Abstract
AbstractIn silico prediction of plant performance is gaining increasing breeders’ attention. Several statistical, mathematical and machine learning methodologies for analysis of phenotypic, omics and environmental data typically use individual or a few data layers. Genomic selection is one of the applications, where heterogeneous data, such as those from omics technologies, are handled, accommodating several genetic models of inheritance. There are many new high throughput Next Generation Sequencing (NGS) platforms on the market producing whole-genome data at a low cost. Hence, large-scale genomic data can be produced and analyzed enabling intercrosses and fast-paced recurrent selection. The offspring properties can be predicted instead of manually evaluated in the field . Breeders have a short time window to make decisions by the time they receive data, which is one of the major challenges in commercial breeding. To implement genomic selection routinely as part of breeding programs, data management systems and analytics capacity have therefore to be in order. The traditional relational database management systems (RDBMS), which are designed to store, manage and analyze large-scale data, offer appealing characteristics, particularly when they are upgraded with capabilities for working with binary large objects. In addition, NoSQL systems were considered effective tools for managing high-dimensional genomic data. MongoDB system, a document-based NoSQL database, was effectively used to develop web-based tools for visualizing and exploring genotypic information. The Hierarchical Data Format (HDF5), a member of the high-performance distributed file systems family, demonstrated superior performance with high-dimensional and highly structured data such as genomic sequencing data.
Highlights
New and cheap local sensor techniques as well as advances in remote sensing and geo-information systems provide extensive descriptions of the environmental conditions under which plants grow.
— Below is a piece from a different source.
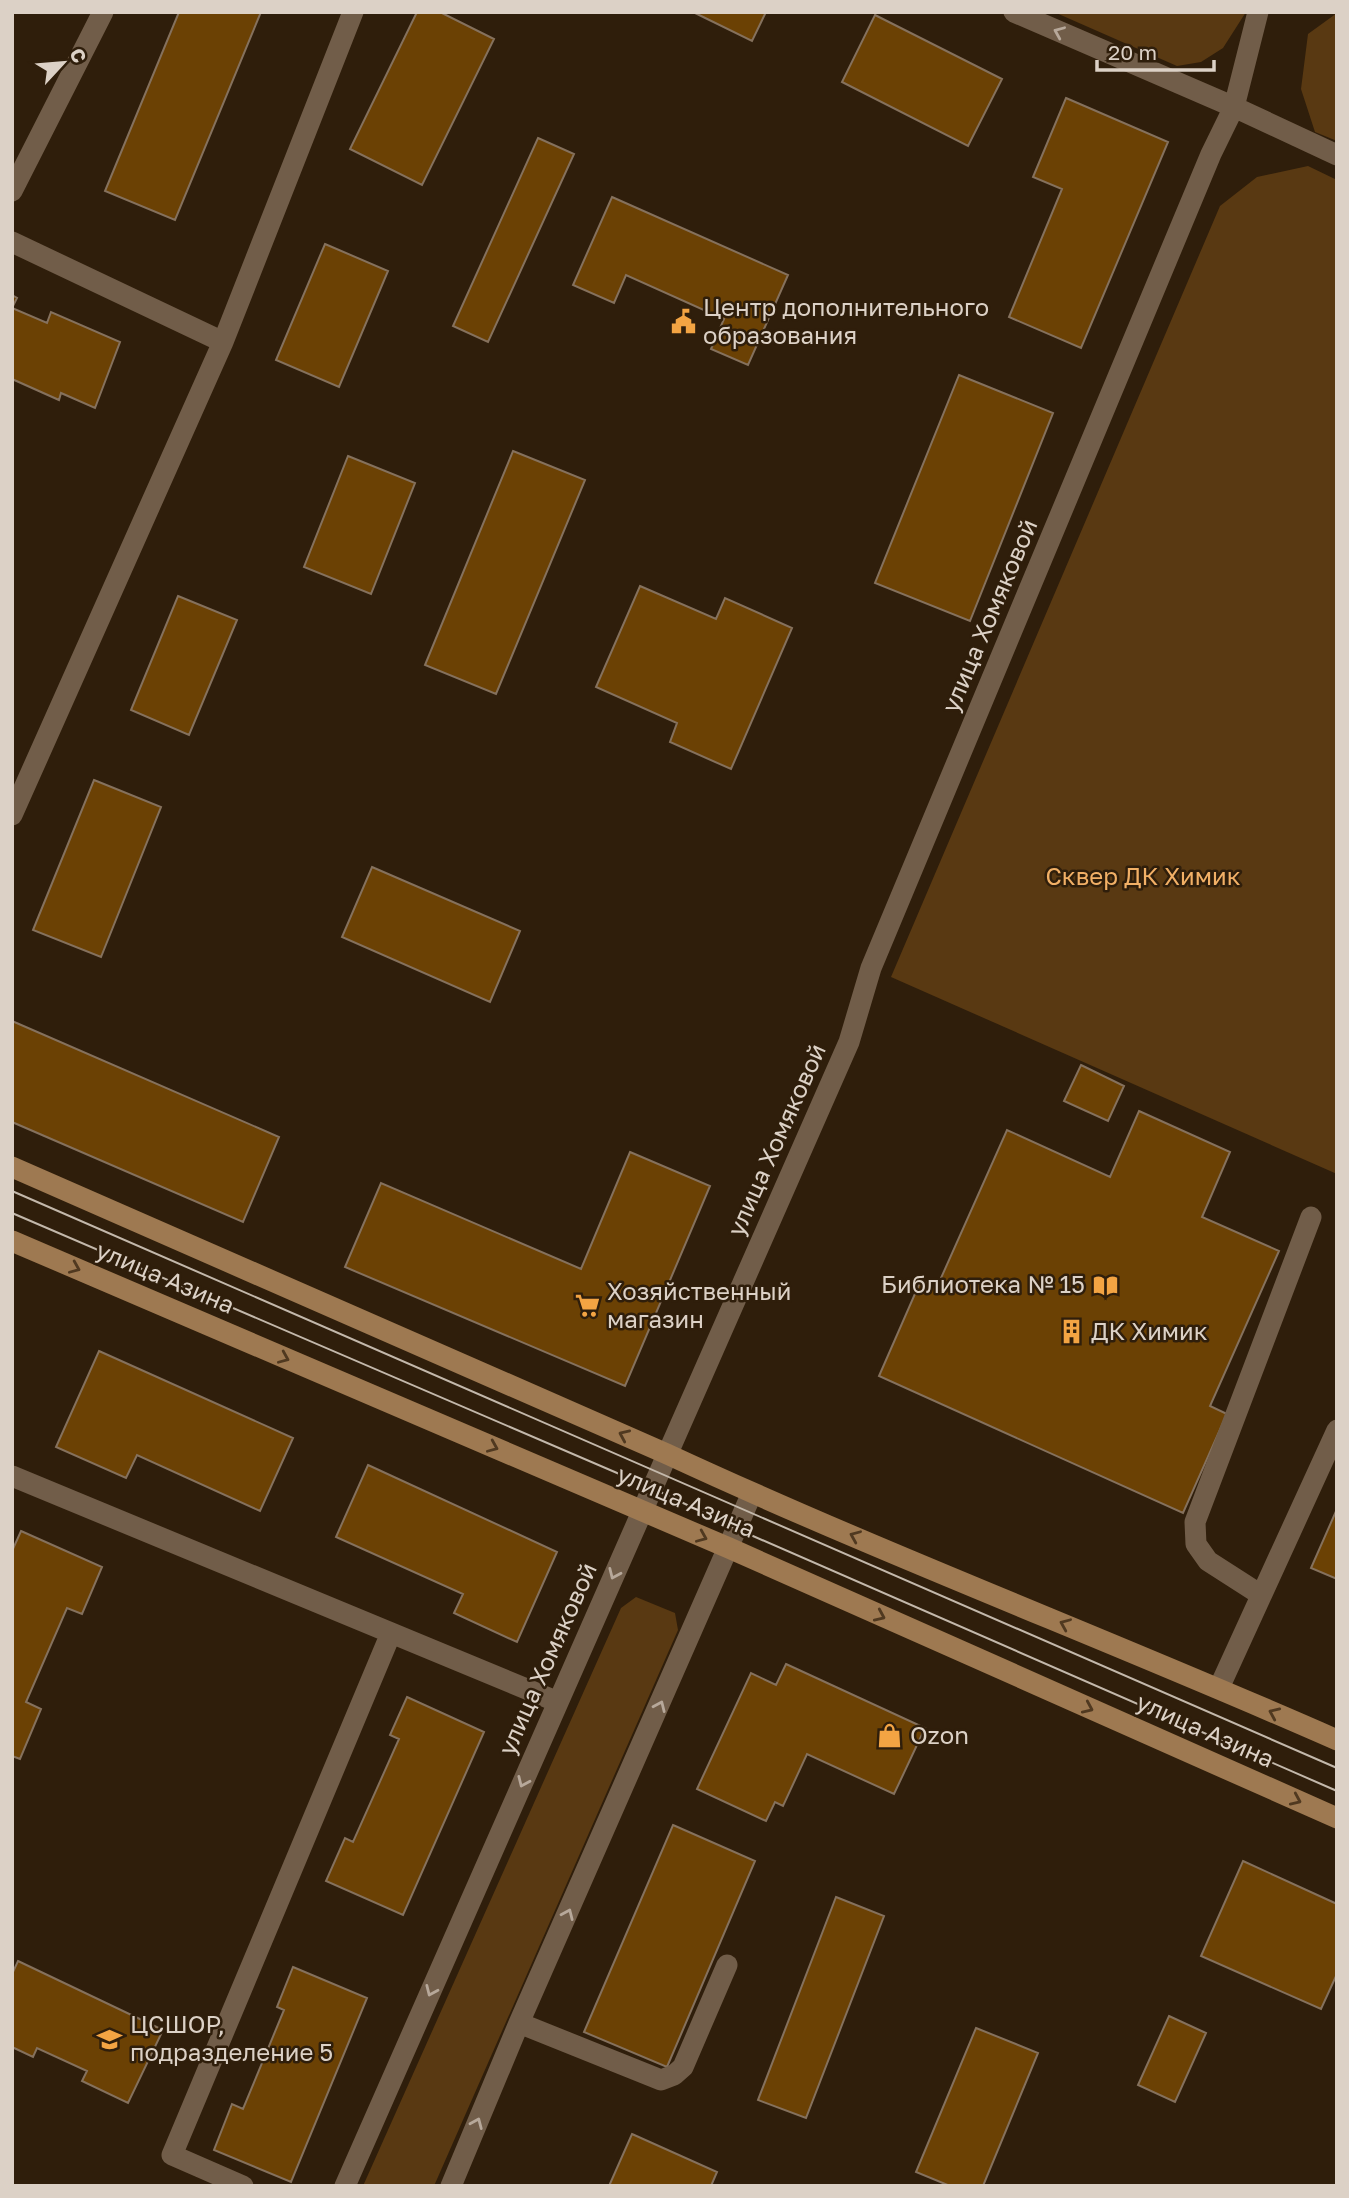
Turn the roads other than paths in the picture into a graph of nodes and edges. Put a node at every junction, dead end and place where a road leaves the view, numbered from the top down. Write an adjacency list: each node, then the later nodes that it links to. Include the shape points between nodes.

This allows in silico prediction of plant performance depending on genotype, environment and crop management
Genomics and other omics data were produced in sorghum (Sorghum bicolor (L.) Moench) and tomato (Solanum lycopersicum L.) crops (Fig. 6.2) evaluated in DataBio Genomics pilots; four categories of data were produced including (Tables 6.1 and 6.2): (1) in situ sensors and farm data, (2) genomic data from plant breeding efforts in greenhouses and in open field produced using Generation Sequencers (NGS), (3) biochemical data produced by chromatographs (LC/MS/MS, GS/MS, HPLC), wet chemistry and NIRS (Tables 6.1 and 6.2), and (4) genomics modelling output represented by integrative analytics information
Genomics data used in the DataBio project resulted from genomic DNA (Deoxyribonucleic acid) of the plant species of interest resequenced using Illumina sequencing platform consisting of high-throughput Generation sequencers
Summary
The array of techniques for probing complex biological systems such as (crop) plants is continuously expanding, providing unprecedented data on multiple phenotypic layers as well as multiple omics layers (genome, proteome, metabolome, epigenome or methylome, and more). New and cheap local sensor techniques as well as advances in remote sensing and geo-information systems provide extensive descriptions of the environmental conditions under which plants grow. This allows in silico prediction of plant performance (e.g. traits like yield, abiotic and biotic resistance) depending on genotype, environment and crop management. Genomic selection is one of the applications, where heterogeneous data, such as those from genomics, metabolomics and phenomics technologies, are handled accounting for several genetic models of inheritance [1].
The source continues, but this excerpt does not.